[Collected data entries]
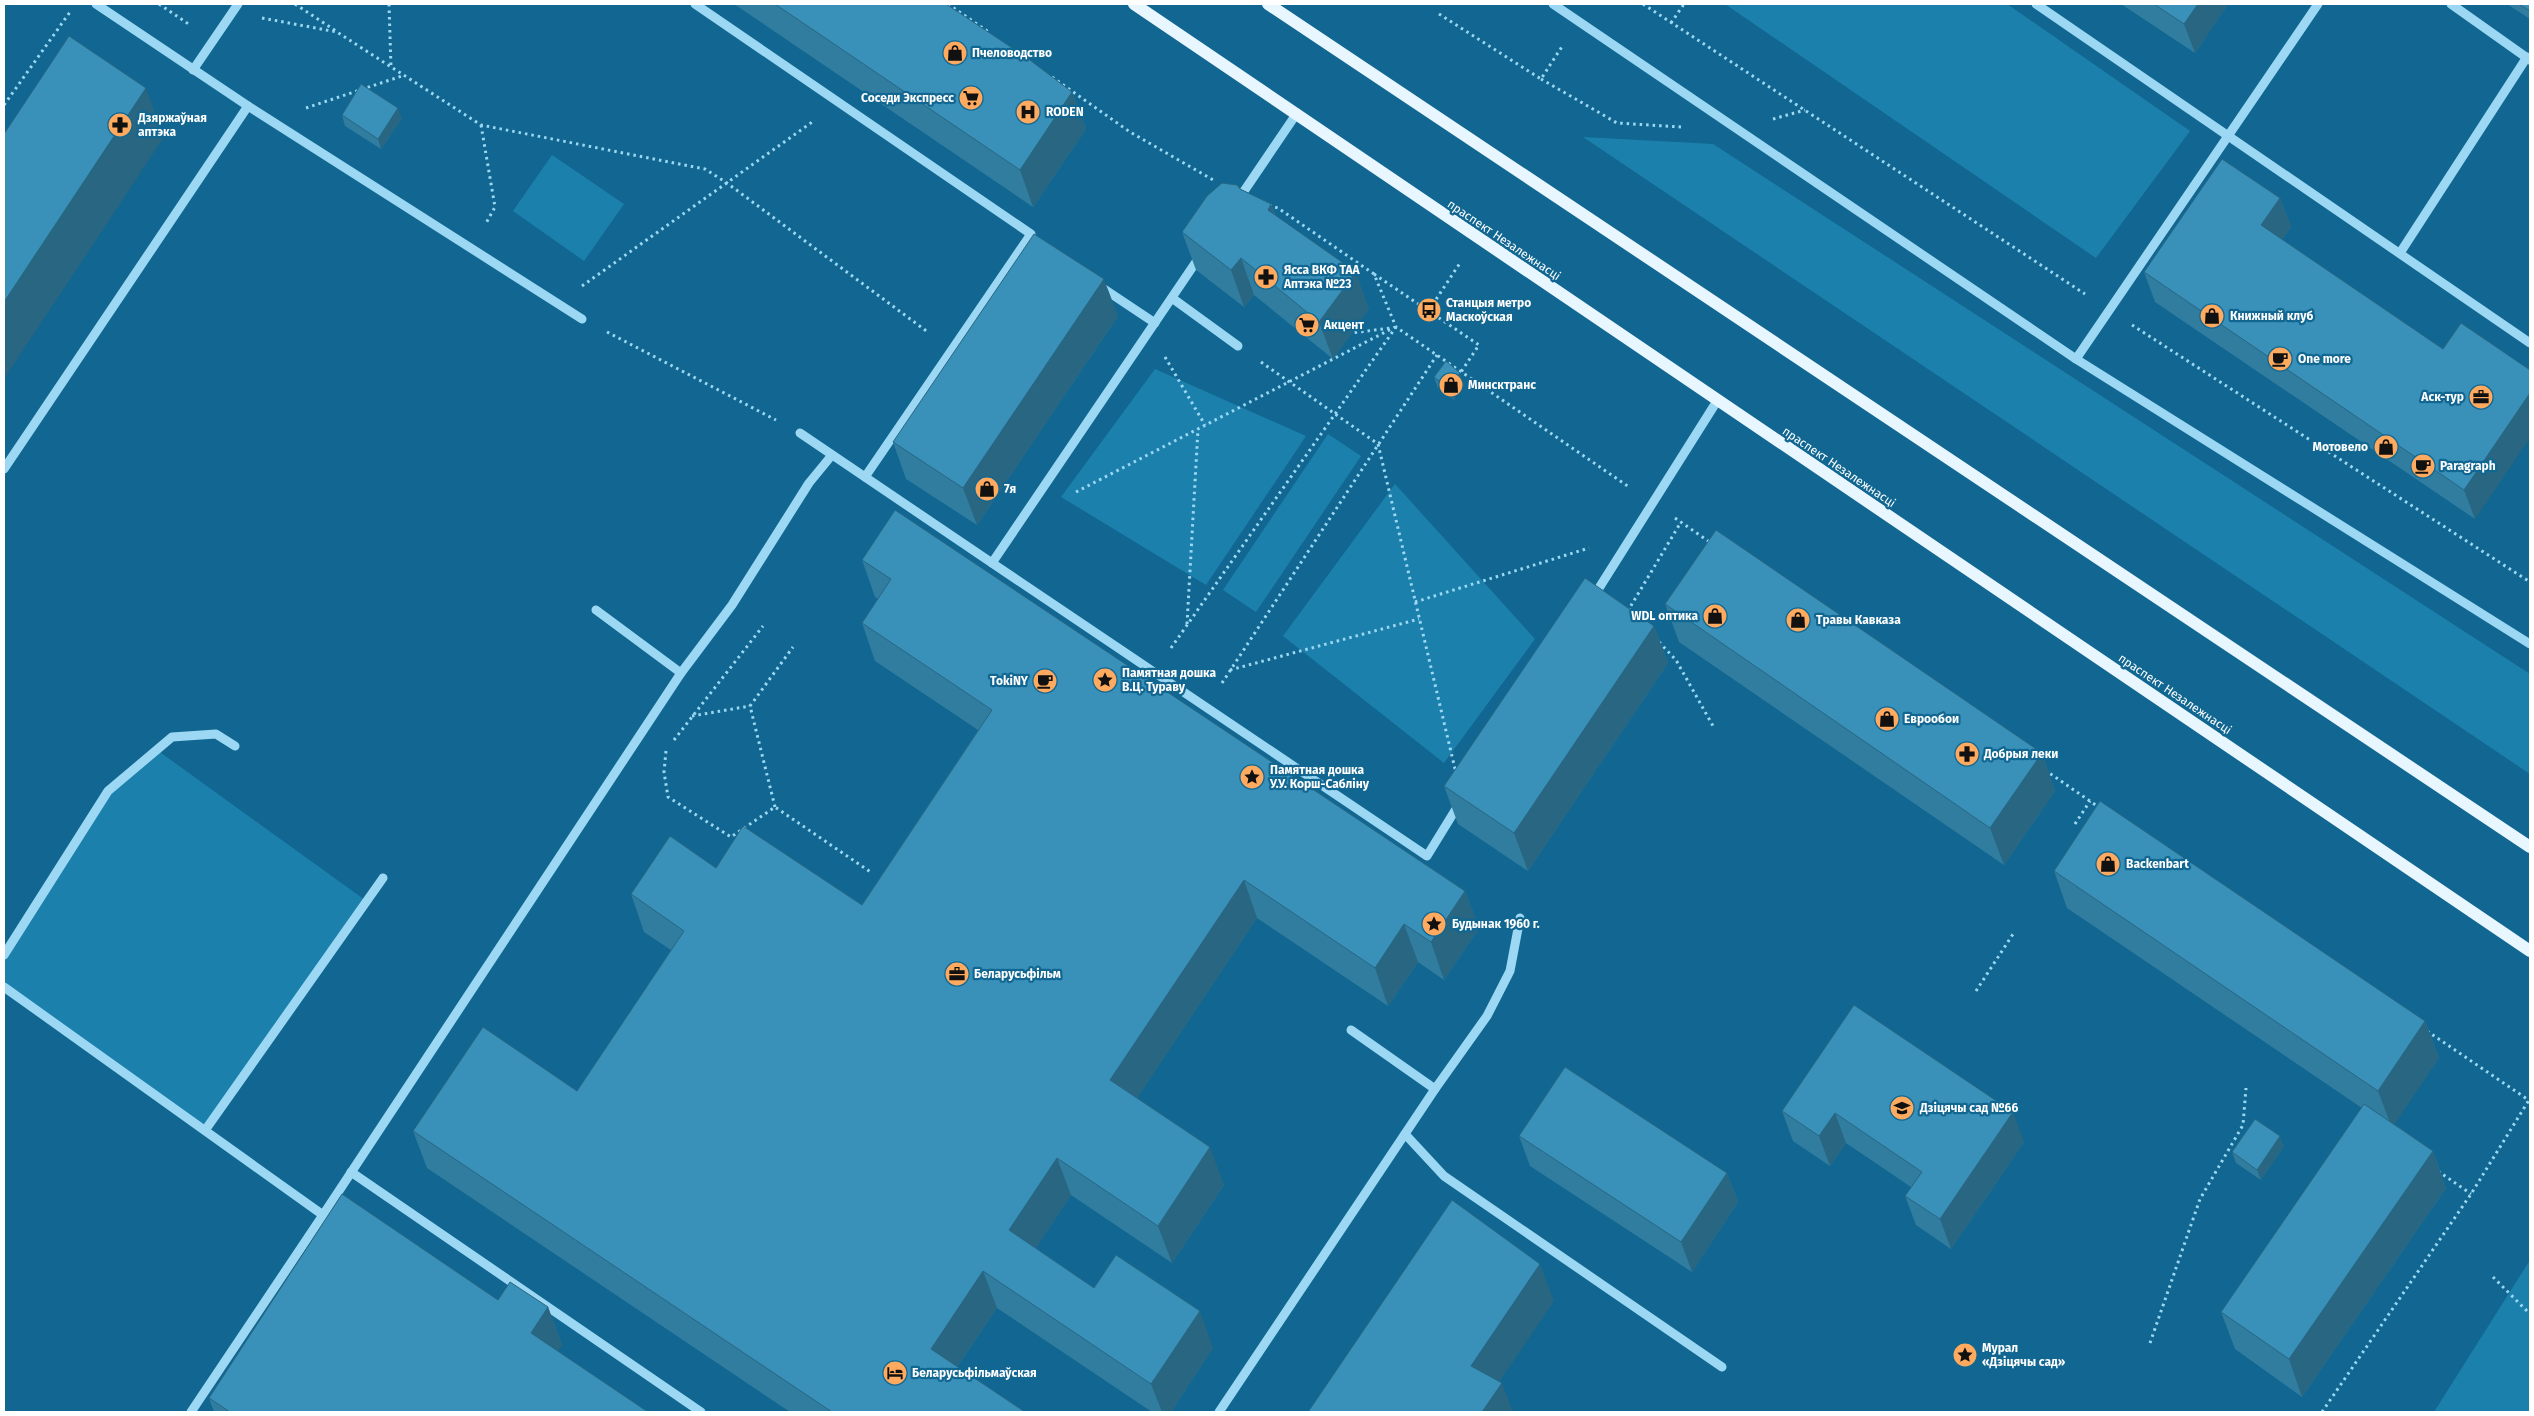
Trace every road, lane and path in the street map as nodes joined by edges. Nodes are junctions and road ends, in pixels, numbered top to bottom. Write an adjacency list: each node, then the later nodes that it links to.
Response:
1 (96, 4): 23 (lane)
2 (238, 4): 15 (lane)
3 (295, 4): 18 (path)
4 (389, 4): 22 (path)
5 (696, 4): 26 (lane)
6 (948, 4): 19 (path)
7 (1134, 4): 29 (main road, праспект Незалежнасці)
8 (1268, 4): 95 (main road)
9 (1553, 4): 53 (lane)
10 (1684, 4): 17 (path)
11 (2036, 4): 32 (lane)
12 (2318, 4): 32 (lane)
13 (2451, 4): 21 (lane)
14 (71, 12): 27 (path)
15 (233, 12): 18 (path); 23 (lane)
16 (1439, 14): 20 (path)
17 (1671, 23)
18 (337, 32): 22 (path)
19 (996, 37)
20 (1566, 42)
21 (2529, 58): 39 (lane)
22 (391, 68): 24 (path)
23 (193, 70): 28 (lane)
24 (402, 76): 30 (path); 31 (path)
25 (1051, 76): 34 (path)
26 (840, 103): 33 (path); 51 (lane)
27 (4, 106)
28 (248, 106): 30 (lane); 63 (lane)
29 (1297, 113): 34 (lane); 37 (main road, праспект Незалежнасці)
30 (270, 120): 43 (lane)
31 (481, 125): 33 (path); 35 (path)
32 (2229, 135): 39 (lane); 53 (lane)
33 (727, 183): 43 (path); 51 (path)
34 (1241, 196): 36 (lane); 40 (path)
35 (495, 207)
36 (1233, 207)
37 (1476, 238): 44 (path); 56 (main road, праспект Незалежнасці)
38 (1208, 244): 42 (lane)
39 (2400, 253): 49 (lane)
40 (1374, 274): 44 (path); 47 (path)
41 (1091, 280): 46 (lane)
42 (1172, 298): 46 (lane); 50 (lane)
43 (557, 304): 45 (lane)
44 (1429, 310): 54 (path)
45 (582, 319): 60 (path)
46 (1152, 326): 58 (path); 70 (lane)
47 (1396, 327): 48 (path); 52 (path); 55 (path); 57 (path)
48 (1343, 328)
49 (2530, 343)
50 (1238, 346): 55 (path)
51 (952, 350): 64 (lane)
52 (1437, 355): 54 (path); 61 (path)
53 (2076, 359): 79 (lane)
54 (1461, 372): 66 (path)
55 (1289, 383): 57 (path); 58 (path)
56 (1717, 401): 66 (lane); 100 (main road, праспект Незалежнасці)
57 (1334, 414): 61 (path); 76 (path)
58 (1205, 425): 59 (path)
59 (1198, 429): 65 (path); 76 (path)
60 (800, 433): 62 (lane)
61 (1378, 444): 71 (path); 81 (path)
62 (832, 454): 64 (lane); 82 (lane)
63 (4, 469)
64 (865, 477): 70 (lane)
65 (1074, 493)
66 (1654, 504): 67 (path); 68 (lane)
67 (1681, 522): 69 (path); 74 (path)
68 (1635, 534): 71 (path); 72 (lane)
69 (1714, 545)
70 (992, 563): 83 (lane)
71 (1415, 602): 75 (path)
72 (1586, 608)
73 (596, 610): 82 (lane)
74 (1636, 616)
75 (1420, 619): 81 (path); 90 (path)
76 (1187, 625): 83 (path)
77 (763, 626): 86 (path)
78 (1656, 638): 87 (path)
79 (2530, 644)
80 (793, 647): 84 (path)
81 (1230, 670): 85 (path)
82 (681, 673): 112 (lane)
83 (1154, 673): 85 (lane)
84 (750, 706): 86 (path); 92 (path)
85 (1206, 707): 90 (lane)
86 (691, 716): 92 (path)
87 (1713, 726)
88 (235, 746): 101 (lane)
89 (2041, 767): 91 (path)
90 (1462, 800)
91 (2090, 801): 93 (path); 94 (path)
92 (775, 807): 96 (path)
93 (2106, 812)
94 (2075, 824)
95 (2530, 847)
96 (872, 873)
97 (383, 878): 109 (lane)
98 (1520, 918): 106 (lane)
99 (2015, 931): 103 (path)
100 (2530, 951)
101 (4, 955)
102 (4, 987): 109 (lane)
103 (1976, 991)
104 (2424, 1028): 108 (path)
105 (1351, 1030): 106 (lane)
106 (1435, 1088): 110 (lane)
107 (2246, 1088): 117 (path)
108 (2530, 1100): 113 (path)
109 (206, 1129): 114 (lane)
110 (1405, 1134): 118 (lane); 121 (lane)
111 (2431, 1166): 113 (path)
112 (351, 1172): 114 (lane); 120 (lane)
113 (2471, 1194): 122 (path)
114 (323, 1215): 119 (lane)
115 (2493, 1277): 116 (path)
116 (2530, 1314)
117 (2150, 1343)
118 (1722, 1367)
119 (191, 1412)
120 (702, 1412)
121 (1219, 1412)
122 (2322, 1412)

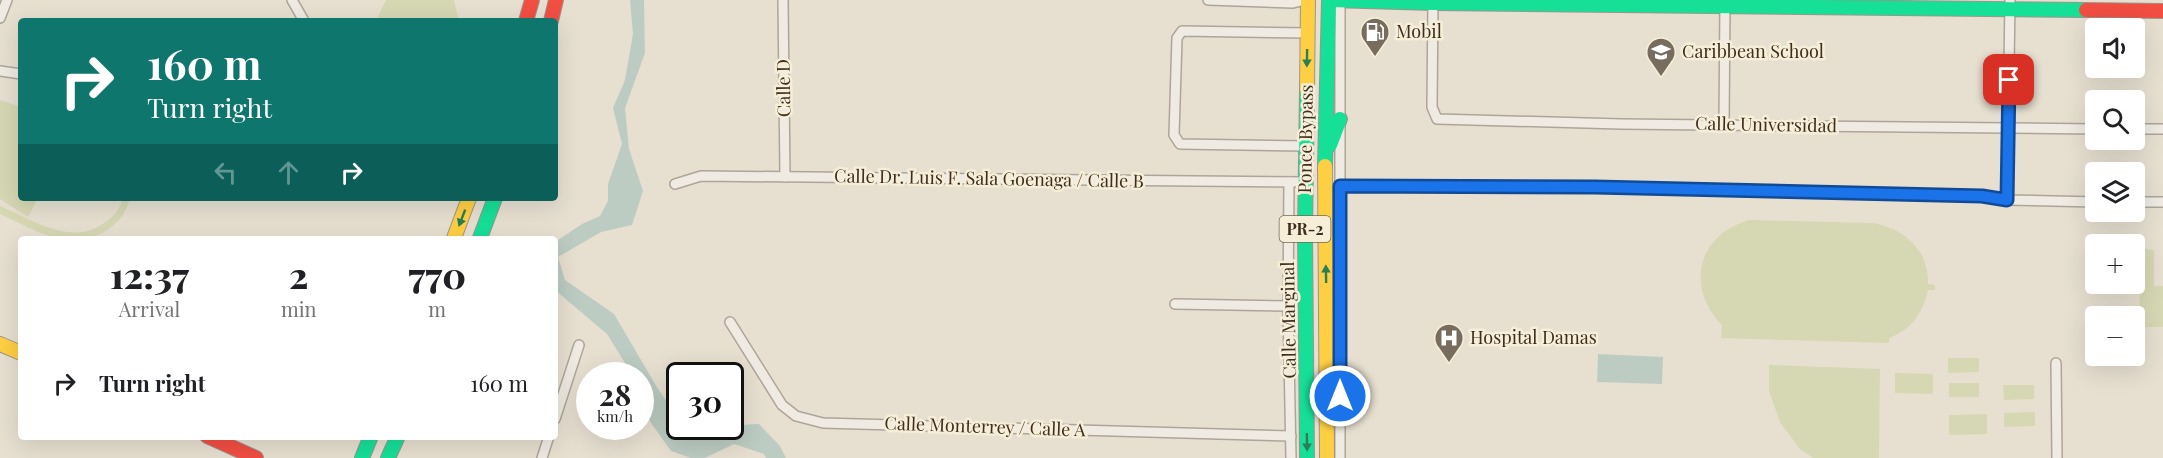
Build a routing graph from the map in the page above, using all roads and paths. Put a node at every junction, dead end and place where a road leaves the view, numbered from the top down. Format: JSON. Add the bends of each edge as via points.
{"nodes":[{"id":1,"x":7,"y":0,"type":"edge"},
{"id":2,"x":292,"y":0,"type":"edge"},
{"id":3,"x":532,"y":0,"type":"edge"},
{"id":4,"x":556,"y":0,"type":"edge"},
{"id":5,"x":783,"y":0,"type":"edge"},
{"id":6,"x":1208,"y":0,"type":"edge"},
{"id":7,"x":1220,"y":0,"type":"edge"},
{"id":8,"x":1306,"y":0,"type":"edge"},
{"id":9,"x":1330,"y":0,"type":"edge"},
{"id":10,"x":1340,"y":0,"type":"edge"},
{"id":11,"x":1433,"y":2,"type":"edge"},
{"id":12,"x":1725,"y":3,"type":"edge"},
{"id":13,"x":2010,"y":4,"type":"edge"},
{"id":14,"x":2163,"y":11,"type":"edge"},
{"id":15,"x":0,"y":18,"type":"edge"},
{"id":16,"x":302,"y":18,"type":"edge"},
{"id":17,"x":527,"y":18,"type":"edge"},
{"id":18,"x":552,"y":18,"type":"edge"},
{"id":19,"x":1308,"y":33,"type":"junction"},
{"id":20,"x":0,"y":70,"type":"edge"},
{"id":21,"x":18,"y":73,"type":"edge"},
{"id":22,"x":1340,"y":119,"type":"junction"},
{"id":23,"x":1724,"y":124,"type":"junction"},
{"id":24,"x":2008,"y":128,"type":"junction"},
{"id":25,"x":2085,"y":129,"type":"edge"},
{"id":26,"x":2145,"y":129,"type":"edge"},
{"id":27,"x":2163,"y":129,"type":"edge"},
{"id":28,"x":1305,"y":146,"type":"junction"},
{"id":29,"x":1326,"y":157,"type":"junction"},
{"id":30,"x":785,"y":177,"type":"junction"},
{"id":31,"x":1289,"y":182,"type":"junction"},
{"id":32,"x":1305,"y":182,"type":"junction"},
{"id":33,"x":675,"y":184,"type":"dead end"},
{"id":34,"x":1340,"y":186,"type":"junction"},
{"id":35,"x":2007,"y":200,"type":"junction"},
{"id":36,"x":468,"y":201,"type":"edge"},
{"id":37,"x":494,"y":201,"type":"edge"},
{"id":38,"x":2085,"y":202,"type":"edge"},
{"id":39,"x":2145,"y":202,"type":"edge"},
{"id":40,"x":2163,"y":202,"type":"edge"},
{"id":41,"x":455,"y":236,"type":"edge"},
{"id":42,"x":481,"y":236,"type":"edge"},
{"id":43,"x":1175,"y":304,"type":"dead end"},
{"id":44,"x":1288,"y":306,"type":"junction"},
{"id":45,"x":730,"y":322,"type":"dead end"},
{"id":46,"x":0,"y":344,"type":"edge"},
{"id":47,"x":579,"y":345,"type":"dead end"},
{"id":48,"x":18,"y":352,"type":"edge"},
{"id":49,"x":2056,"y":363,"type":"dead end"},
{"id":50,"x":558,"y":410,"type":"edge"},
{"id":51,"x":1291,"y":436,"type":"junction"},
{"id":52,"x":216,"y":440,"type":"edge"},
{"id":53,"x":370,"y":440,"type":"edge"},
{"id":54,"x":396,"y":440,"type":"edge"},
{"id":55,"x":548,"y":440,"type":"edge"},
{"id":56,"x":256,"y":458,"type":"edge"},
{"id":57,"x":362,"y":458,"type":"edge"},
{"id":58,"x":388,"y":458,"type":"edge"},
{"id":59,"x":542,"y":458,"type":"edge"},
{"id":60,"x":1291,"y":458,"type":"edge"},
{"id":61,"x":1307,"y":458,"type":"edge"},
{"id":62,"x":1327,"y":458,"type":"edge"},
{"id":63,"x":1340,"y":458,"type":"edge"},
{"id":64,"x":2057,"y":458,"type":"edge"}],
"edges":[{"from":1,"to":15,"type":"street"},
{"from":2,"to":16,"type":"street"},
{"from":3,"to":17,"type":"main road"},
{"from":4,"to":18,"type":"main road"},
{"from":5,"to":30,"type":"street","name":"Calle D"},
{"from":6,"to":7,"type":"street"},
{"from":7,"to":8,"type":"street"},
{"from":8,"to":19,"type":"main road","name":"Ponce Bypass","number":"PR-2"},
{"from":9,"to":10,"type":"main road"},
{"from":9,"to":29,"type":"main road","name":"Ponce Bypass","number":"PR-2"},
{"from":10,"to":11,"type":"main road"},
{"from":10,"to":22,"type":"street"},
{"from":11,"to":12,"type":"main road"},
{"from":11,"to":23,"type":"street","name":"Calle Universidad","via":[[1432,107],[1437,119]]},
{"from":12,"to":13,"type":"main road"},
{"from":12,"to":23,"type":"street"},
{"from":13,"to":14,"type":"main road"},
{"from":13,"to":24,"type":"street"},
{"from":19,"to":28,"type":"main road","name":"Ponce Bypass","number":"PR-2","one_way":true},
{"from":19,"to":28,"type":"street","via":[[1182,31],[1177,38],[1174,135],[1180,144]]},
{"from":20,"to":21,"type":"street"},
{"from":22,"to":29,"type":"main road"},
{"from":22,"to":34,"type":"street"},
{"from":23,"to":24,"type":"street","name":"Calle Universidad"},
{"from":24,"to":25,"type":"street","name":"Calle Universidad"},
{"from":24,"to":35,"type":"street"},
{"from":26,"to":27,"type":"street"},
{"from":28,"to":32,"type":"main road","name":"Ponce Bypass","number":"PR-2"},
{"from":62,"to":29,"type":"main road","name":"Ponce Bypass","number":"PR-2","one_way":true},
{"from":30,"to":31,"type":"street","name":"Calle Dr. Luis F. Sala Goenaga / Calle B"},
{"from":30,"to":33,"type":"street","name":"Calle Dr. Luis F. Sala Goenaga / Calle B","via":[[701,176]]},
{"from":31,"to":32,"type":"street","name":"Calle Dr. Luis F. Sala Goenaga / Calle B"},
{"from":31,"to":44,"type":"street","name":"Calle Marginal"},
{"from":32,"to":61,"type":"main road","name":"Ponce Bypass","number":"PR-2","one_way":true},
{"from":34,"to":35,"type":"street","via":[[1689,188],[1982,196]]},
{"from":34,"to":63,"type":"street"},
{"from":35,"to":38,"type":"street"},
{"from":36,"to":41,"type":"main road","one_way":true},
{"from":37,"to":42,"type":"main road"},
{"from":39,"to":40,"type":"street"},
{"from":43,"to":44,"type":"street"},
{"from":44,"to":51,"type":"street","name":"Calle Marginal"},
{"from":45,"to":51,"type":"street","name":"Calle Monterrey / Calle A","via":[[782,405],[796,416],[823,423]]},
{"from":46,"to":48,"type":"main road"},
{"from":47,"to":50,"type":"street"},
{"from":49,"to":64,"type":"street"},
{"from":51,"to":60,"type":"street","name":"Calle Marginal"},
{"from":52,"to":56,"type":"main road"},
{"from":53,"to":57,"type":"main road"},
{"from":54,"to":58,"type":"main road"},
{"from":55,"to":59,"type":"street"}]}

▸ Task prompt
From the data above, copy each line where the string "праспект" appears.

▸ Exercise response
7 (1134, 4): 29 (main road, праспект Незалежнасці)
29 (1297, 113): 34 (lane); 37 (main road, праспект Незалежнасці)
37 (1476, 238): 44 (path); 56 (main road, праспект Незалежнасці)
56 (1717, 401): 66 (lane); 100 (main road, праспект Незалежнасці)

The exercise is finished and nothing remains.